Thus, again, we have very conflicting parameters
and as the very first sentence of this issue suggests, 2009 is a year poised
for diametrical extremes. Additional evidence is also conflicting.
Statistically, the Decennial Cycle works in favor of stocks (see next chart
below) but we erred this past year by placing too much faith in the cycle
and we’re cautioned by the experience. Thus, despite the fact
that nine of the last dozen years ending in “9” were up, averaging
gains of 8.5%, we note with skepticism that the three down years of 1929,
1939 and 1969 all occurred in secular bear markets! Again, the secular
bear cycle appears to trump the statistical evidence. Thus, despite
the paucity of repeat down years, 2009 looks to repeat on the downside.
Our calculation of the odds confirms a better outlook
than last year, but too much harm has already been done for a more positive
view. The 30% odds we have accorded for a worsening recession is
at least balanced by our 40% odds that the surge in money supply will be
accompanied by a surge in inflation. Higher inflation will tend to
support stock prices, while deflation, if it occurs, would have the opposite
In conclusion, the secular bear cycle still
appears to trump the statistical evidence.

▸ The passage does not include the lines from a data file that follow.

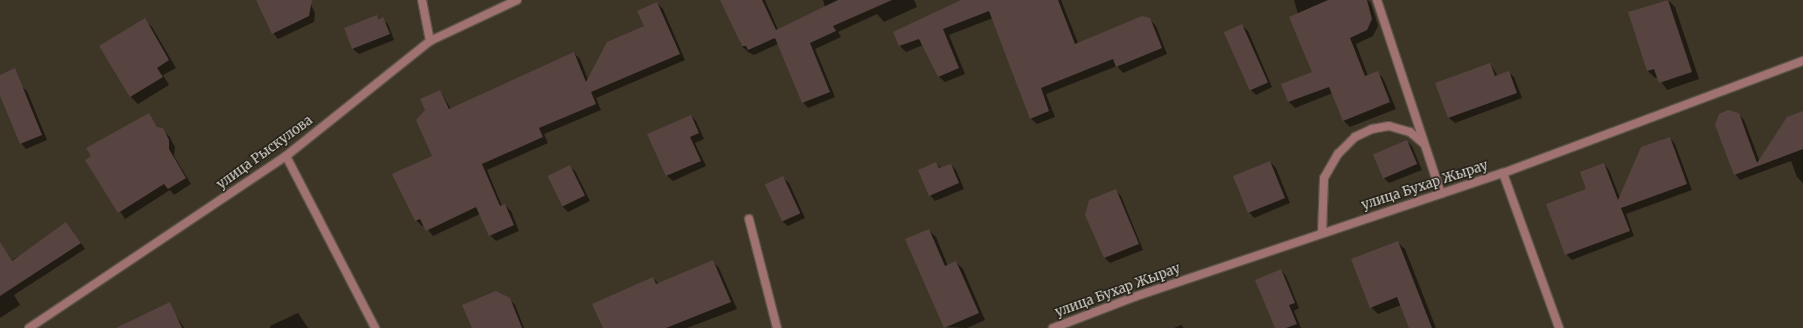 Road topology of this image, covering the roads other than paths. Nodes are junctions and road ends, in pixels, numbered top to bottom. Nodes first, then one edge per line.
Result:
1 (422, 0) edge
2 (516, 0) edge
3 (1377, 0) edge
4 (430, 41) junction
5 (1803, 61) edge
6 (1424, 143) junction
7 (286, 156) junction
8 (1503, 173) junction
9 (1441, 194) junction
10 (749, 219) dead end
11 (1322, 233) junction
12 (28, 328) edge
13 (375, 328) edge
14 (777, 328) edge
15 (1053, 328) edge
16 (1558, 328) edge

1 - 4 street
2 - 4 street, улица Рыскулова
3 - 6 street
4 - 7 street, улица Рыскулова
5 - 8 street, улица Бухар Жырау
6 - 9 street
6 - 11 street
7 - 12 street, улица Рыскулова
7 - 13 street
8 - 9 street, улица Бухар Жырау
8 - 16 street
9 - 11 street, улица Бухар Жырау
10 - 14 street
11 - 15 street, улица Бухар Жырау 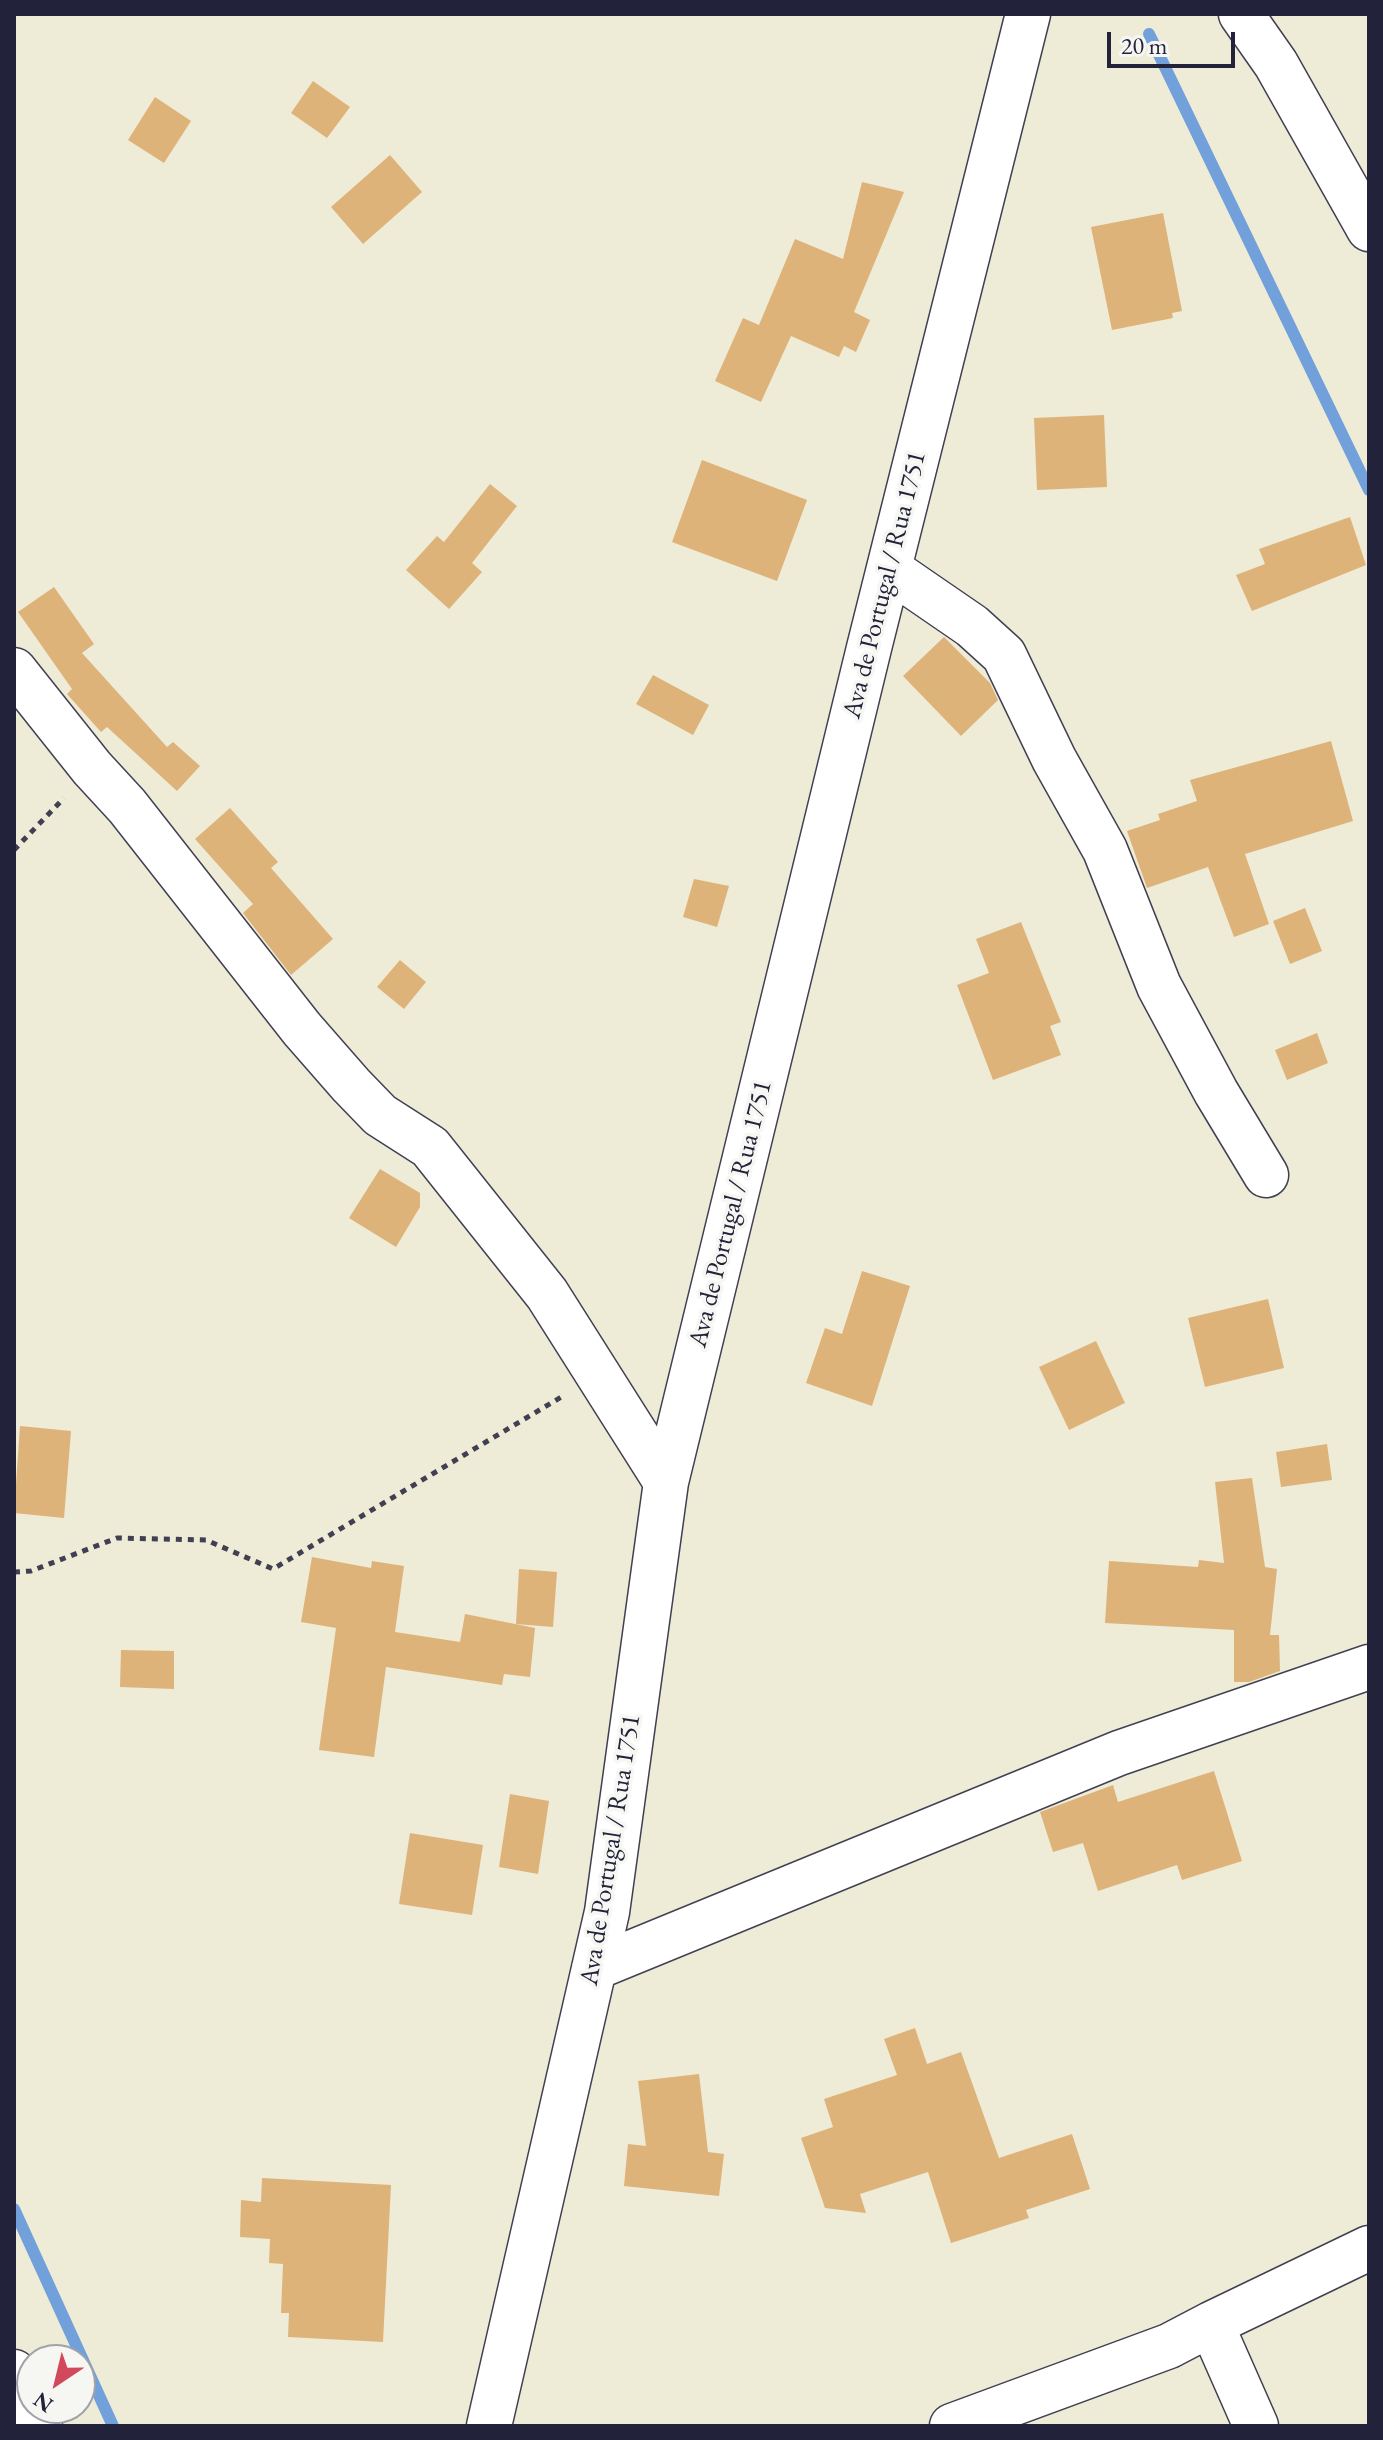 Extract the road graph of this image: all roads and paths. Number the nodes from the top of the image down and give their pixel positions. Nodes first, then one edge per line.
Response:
1 (1028, 14) edge
2 (1241, 14) edge
3 (1369, 229) edge
4 (889, 569) junction
5 (14, 670) edge
6 (92, 768) junction
7 (14, 850) edge
8 (1266, 1175) dead end
9 (598, 1375) junction
10 (666, 1482) junction
11 (14, 1572) edge
12 (1369, 1667) edge
13 (594, 1968) junction
14 (1369, 2248) edge
15 (1211, 2324) junction
16 (14, 2372) edge
17 (40, 2426) edge
18 (489, 2426) edge
19 (952, 2426) edge
20 (1256, 2426) edge

1 - 4 street, Ava de Portugal / Rua 1751
2 - 3 street
4 - 8 street
4 - 10 street, Ava de Portugal / Rua 1751
5 - 6 street
6 - 7 path
6 - 9 street
9 - 10 street
9 - 11 path
10 - 13 street, Ava de Portugal / Rua 1751
12 - 13 street
13 - 18 street, Ava de Portugal / Rua 1751
14 - 15 street
15 - 19 street
15 - 20 street
16 - 17 street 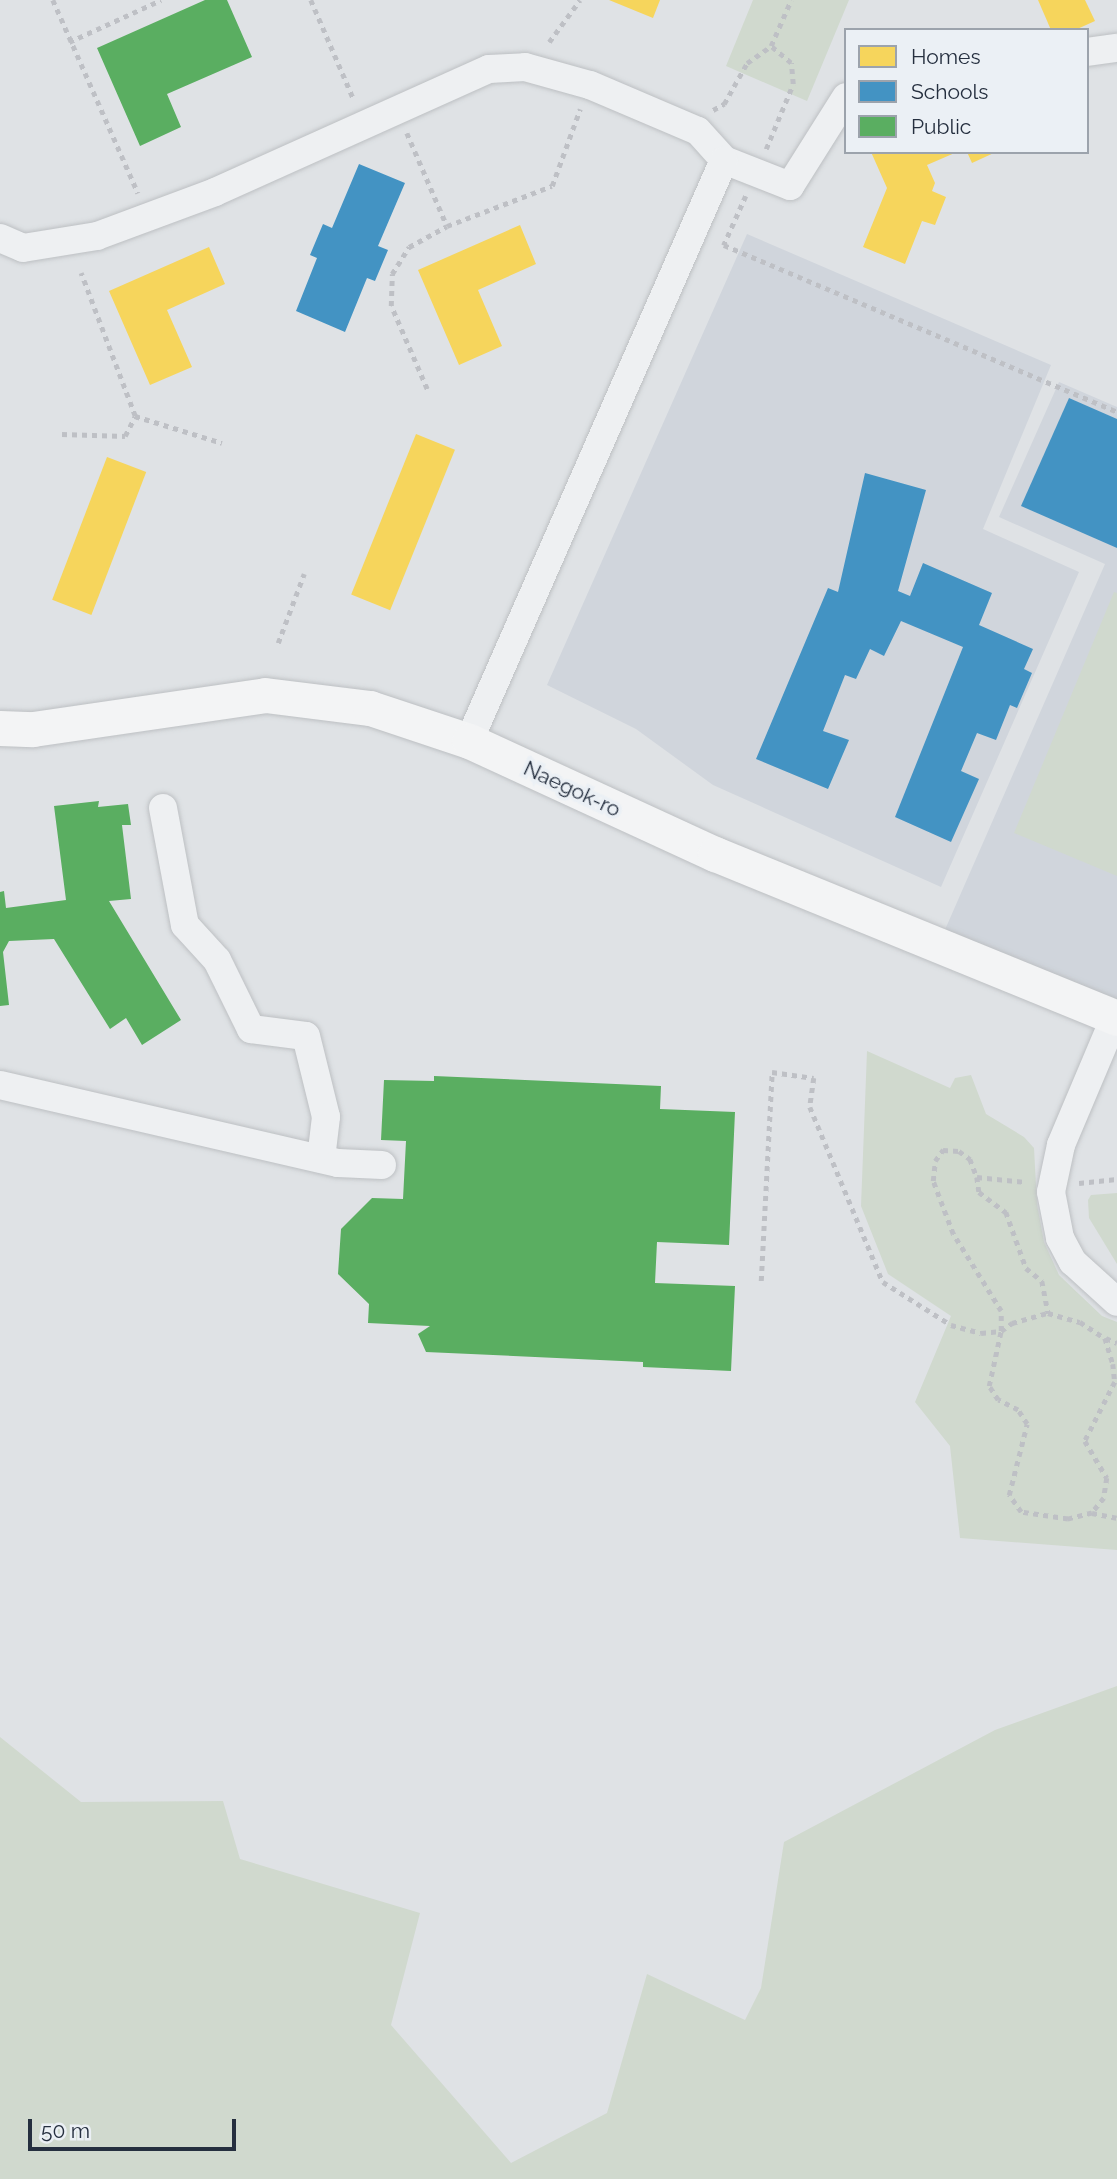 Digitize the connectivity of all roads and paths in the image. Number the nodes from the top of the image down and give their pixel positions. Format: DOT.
graph roads {
  1 [pos="53,0"];
  2 [pos="161,0"];
  3 [pos="311,0"];
  4 [pos="580,0"];
  5 [pos="790,0"];
  6 [pos="69,42"];
  7 [pos="549,42"];
  8 [pos="771,46"];
  9 [pos="1117,48"];
  10 [pos="1089,52"];
  11 [pos="355,100"];
  12 [pos="844,100"];
  13 [pos="580,108"];
  14 [pos="713,111"];
  15 [pos="406,129"];
  16 [pos="724,160"];
  17 [pos="761,162"];
  18 [pos="750,187"];
  19 [pos="141,200"];
  20 [pos="447,226"];
  21 [pos="0,238"];
  22 [pos="80,273"];
  23 [pos="427,389"];
  24 [pos="1117,412"];
  25 [pos="135,416"];
  26 [pos="62,434"];
  27 [pos="222,443"];
  28 [pos="304,574"];
  29 [pos="278,643"];
  30 [pos="0,728"];
  31 [pos="469,741"];
  32 [pos="163,808"];
  33 [pos="1116,1018"];
  34 [pos="0,1085"];
  35 [pos="321,1159"];
  36 [pos="382,1165"];
  37 [pos="977,1177"];
  38 [pos="1117,1179"];
  39 [pos="1037,1183"];
  40 [pos="1067,1184"];
  41 [pos="761,1281"];
  42 [pos="1117,1302"];
  43 [pos="1048,1313"];
  44 [pos="1001,1331"];
  45 [pos="1105,1338"];
  46 [pos="1117,1343"];
  47 [pos="1092,1513"];
  48 [pos="1117,1518"];
  1 -- 6 [label="path"];
  2 -- 6 [label="path"];
  3 -- 11 [label="path"];
  4 -- 7 [label="path"];
  5 -- 8 [label="path"];
  6 -- 19 [label="path"];
  8 -- 14 [label="path"];
  8 -- 17 [label="path"];
  9 -- 10 [label="street"];
  12 -- 16 [label="street"];
  13 -- 20 [label="path"];
  15 -- 20 [label="path"];
  16 -- 21 [label="street"];
  16 -- 31 [label="street"];
  18 -- 24 [label="path"];
  20 -- 23 [label="path"];
  22 -- 25 [label="path"];
  25 -- 26 [label="path"];
  25 -- 27 [label="path"];
  28 -- 29 [label="path"];
  30 -- 31 [label="main road, Naegok-ro"];
  31 -- 33 [label="main road, Naegok-ro"];
  32 -- 35 [label="street"];
  33 -- 42 [label="street"];
  34 -- 35 [label="street"];
  35 -- 36 [label="street"];
  37 -- 39 [label="path"];
  37 -- 43 [label="path"];
  37 -- 44 [label="path"];
  38 -- 40 [label="path"];
  41 -- 44 [label="path"];
  43 -- 44 [label="path"];
  43 -- 45 [label="path"];
  44 -- 47 [label="path"];
  45 -- 46 [label="path"];
  45 -- 47 [label="path"];
  47 -- 48 [label="path"];
}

We’ll hope for the best, but
2009 looks to be down anywhere from nominally to at most 10%.
And now for the first time...a
little bonus for our visitors
The following article is reprinted
from the January 5, 2009 issue of Crosscurrents.
The Crosscurrents Awards
We bear in mind the ancient Chinese curse, “may
you live in interesting times.” Now that 2008 has concluded, it is high
time to present the 1st Annual Crosscurrents Awards for one of the most
interesting years in stock market history, if not the worst year in any
reader’s lifetime. No pedestals and no trophies here, just the scene
as we see it.
Rat Bastard of the Year
The Rat Bastard of the Year award goes to none
other than Bernard L. Madoff, who “made off” with as much as $50 billion
of his clients’ hard earned cash. The size of this heist makes Ponzi
look like a piker and worse yet, recent news suggests that Madoff’s greed
has resulted in the loss of a human life. The mind fairly boggles
at the scope of this enormous betrayal of trust.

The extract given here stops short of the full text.